Magic mushrooms could help in fight against depression

A hallucinogenic compound derived from magic mushrooms could be used in the treatment of depression, according to new research.

By The Newsroom
Monday, 23rd May 2016, 6:00 am
A hallucinogenic compound derived from magic mushrooms could be used in the treatment of depression, according to new research.
A hallucinogenic compound derived from magic mushrooms could be used in the treatment of depression, according to new research.

The small feasibility study, involving people with treatment-resistant depression, found that psilocybin was safe and well-tolerated.

And, when given alongside supportive therapy, the compound helped reduce symptoms of depression in about half of the participants three months after treatment.

The research team, whose findings were published in The Lancet Psychiatry, warned that strong conclusions cannot be made about the therapeutic benefits of psilocybin.

But they said the findings show that more research in the field is now needed.

Study lead author Dr Robin Carhart-Harris, of Imperial College London, said: “This is the first time that psilocybin has been investigated as a potential treatment for major depression.

“Treatment-resistant depression is common, disabling and extremely difficult to treat.

“New treatments are urgently needed, and our study shows that psilocybin is a promising area of future research.

“The results are encouraging and we now need larger trials to understand whether the effects we saw in this study translate into long-term benefits, and to study how psilocybin compares to other current treatments.”

The most common current treatments for depression are cognitive behaviour therapy (CBT) and antidepressants.

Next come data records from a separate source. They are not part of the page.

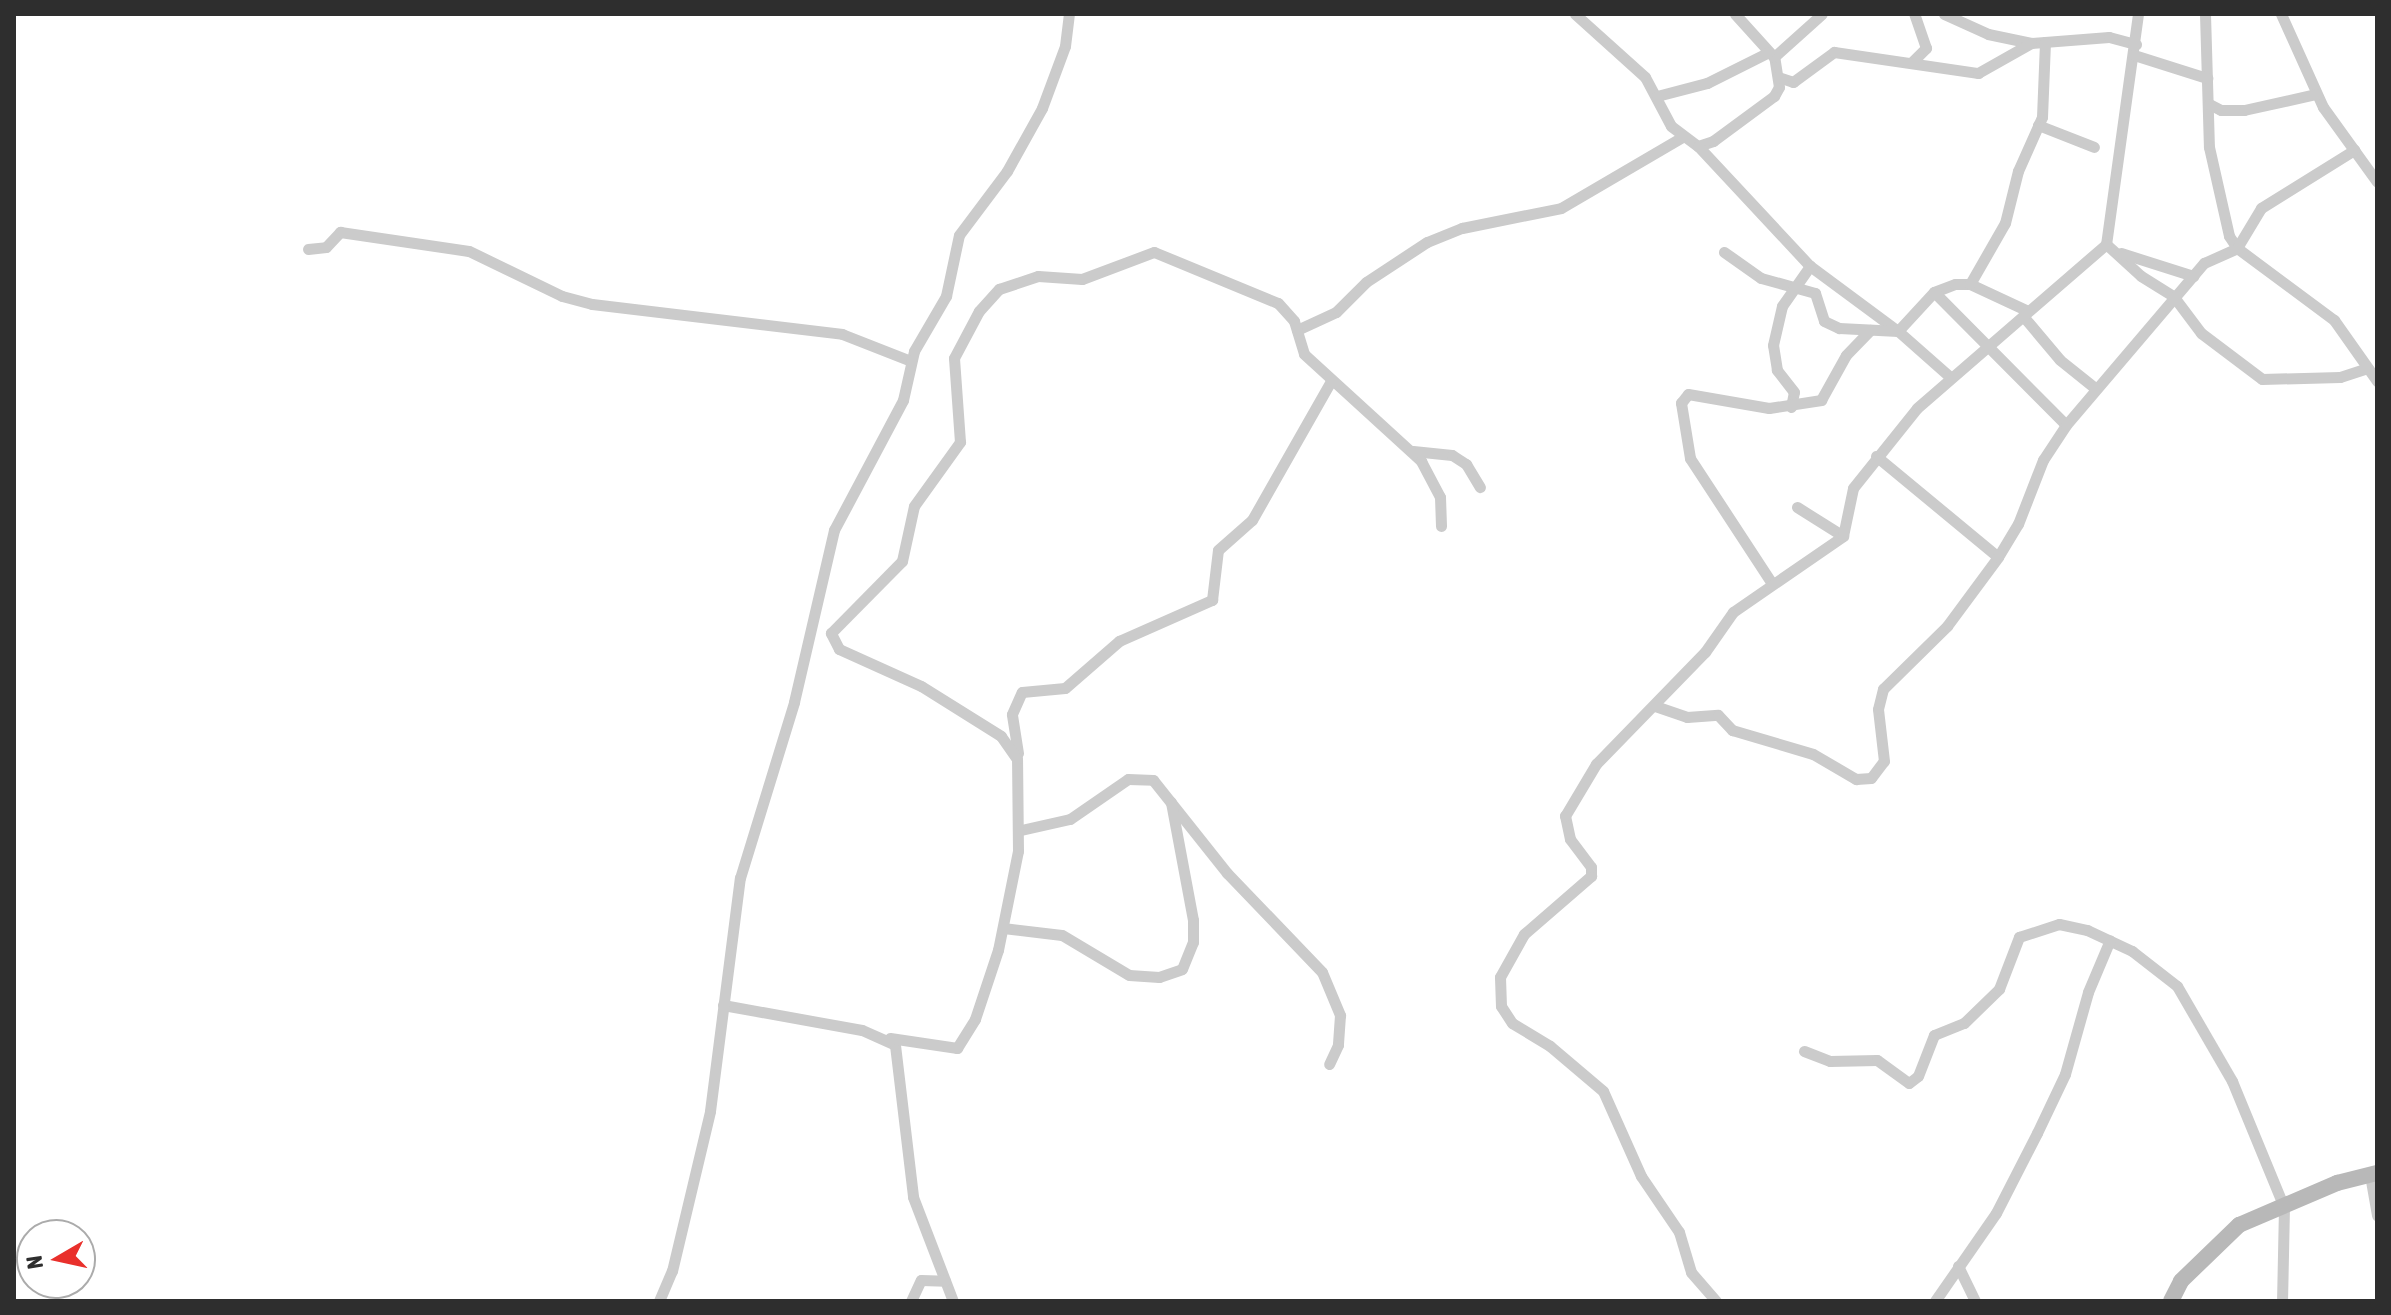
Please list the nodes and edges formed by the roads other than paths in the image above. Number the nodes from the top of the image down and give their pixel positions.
1 (1069, 14) edge
2 (1575, 14) edge
3 (1735, 14) edge
4 (1822, 14) edge
5 (1914, 14) edge
6 (1944, 14) edge
7 (2138, 14) edge
8 (2205, 14) edge
9 (2281, 14) edge
10 (2045, 42) junction
11 (2031, 43) junction
12 (2135, 49) junction
13 (1771, 54) junction
14 (1912, 62) junction
15 (1778, 77) junction
16 (2207, 78) junction
17 (2316, 94) junction
18 (1657, 96) junction
19 (2209, 104) junction
20 (2038, 125) junction
21 (1681, 138) junction
22 (1698, 146) junction
23 (2094, 147) dead end
24 (2354, 150) junction
25 (2377, 182) edge
26 (2108, 246) junction
27 (2237, 248) junction
28 (308, 249) dead end
29 (1724, 252) dead end
30 (1810, 266) junction
31 (2193, 276) junction
32 (1970, 284) junction
33 (1794, 285) junction
34 (1934, 292) junction
35 (2174, 297) junction
36 (2026, 314) junction
37 (1297, 330) junction
38 (1870, 330) junction
39 (1898, 331) junction
40 (1989, 343) junction
41 (911, 361) junction
42 (2368, 368) junction
43 (1950, 377) junction
44 (1331, 381) junction
45 (2377, 381) edge
46 (2095, 388) junction
47 (1791, 407) junction
48 (2066, 425) junction
49 (1413, 451) junction
50 (1876, 456) junction
51 (1480, 487) dead end
52 (1797, 507) dead end
53 (1441, 526) dead end
54 (1843, 536) junction
55 (1998, 557) junction
56 (1771, 582) junction
57 (1655, 706) junction
58 (1017, 759) junction
59 (1171, 802) junction
60 (1021, 830) junction
61 (1003, 928) junction
62 (2110, 940) junction
63 (723, 1005) junction
64 (890, 1038) junction
65 (1804, 1051) dead end
66 (1329, 1064) dead end
67 (2374, 1174) edge
68 (2283, 1204) junction
69 (2377, 1215) edge
70 (1958, 1266) junction
71 (945, 1281) junction
72 (659, 1301) edge
73 (911, 1301) edge
74 (953, 1301) edge
75 (1716, 1301) edge
76 (1935, 1301) edge
77 (1975, 1301) edge
78 (2171, 1301) edge
79 (2282, 1301) edge

1 - 41 street
2 - 18 street
3 - 13 street
4 - 13 street
5 - 14 street
6 - 11 street
7 - 12 street
8 - 16 street
9 - 17 street
10 - 11 street
10 - 12 street
10 - 20 street
11 - 14 street
12 - 16 street
12 - 26 street
13 - 15 street
13 - 18 street
14 - 15 street
15 - 22 street
16 - 19 street
17 - 19 street
17 - 24 street
18 - 21 street
19 - 27 street
20 - 23 street
20 - 32 street
21 - 22 street
21 - 37 street
22 - 30 street
24 - 25 street
24 - 27 street
26 - 31 street
26 - 35 street
26 - 36 street
27 - 31 street
27 - 42 street
28 - 41 street
29 - 33 street
30 - 33 street
30 - 39 street
31 - 35 street
32 - 34 street
32 - 36 street
33 - 38 street
33 - 47 street
34 - 39 street
34 - 40 street
35 - 42 street
35 - 46 street
36 - 40 street
36 - 46 street
37 - 44 street
37 - 58 street
38 - 39 street
38 - 47 street
39 - 43 street
40 - 43 street
40 - 48 street
41 - 63 street
42 - 45 street
43 - 50 street
44 - 49 street
44 - 58 street
46 - 48 street
47 - 56 street
48 - 55 street
49 - 51 street
49 - 53 street
50 - 54 street
50 - 55 street
52 - 54 street
54 - 56 street
55 - 57 street
56 - 57 street
57 - 75 street
58 - 60 street
59 - 60 street
59 - 61 street
59 - 66 street
60 - 61 street
61 - 64 street
62 - 65 street
62 - 68 street
62 - 70 street
63 - 64 street
63 - 72 street
64 - 71 street
67 - 68 main road
67 - 69 street
68 - 78 main road
68 - 79 street
70 - 76 street
70 - 77 street
71 - 73 street
71 - 74 street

However, one in five patients with depression do not respond to any intervention, and many relapse.

Study senior author Professor David Nutt, the former chair of the Advisory Committee on the Misuse of Drugs, said: “Previous animal and human brain imaging studies have suggested that psilocybin may have effects similar to other antidepressant treatments.”

Prof Nutt, of Imperial College London, added: “Psilocybin targets the serotonin receptors in the brain, just as most antidepressants do, but it has a very different chemical structure to currently available antidepressants and acts faster than traditional antidepressants.”

The trial involved six men and six women with moderate to severe depression. The patients were classified as having treatment-resistant depression, having previously had two unsuccessful courses of antidepressants. Eleven had also received some form of psychotherapy.

Most of the patients reported short-term side-effects ranging from nausea to mild paranoia but one week after the treatment, all the patients showed some improvement in their symptoms of depression. Eight of the 12 patients achieved temporary remission.

Three months later, seven patients continued to show an improvement in symptoms and five of them were still in remission. Five patients showed some degree of relapse.

The researchers stressed that most of the participants were self-referred - meaning they actively sought treatment, and may have expected some effect

They added that the patients were carefully screened and given psychological support before, during and after the intervention.

The researchers said further research is needed to see how psilocybin compares to other current treatments.

Professor Philip Cowen, of Oxford University, said of the findings: “The key observation that might eventually justify the use of a drug like psilocybin in treatment-resistant depression is demonstration of sustained benefit in patients who previously have experienced years of symptoms despite conventional treatments, which makes longer-term outcomes particularly important.

“The data at three month follow-up - a comparatively short time in patients with extensive illness duration - are promising but not completely compelling, with about half the group showing significant depressive symptoms.

“Further follow-ups using detailed qualitative interviews with patients and family could be very helpful in enriching the assessment.”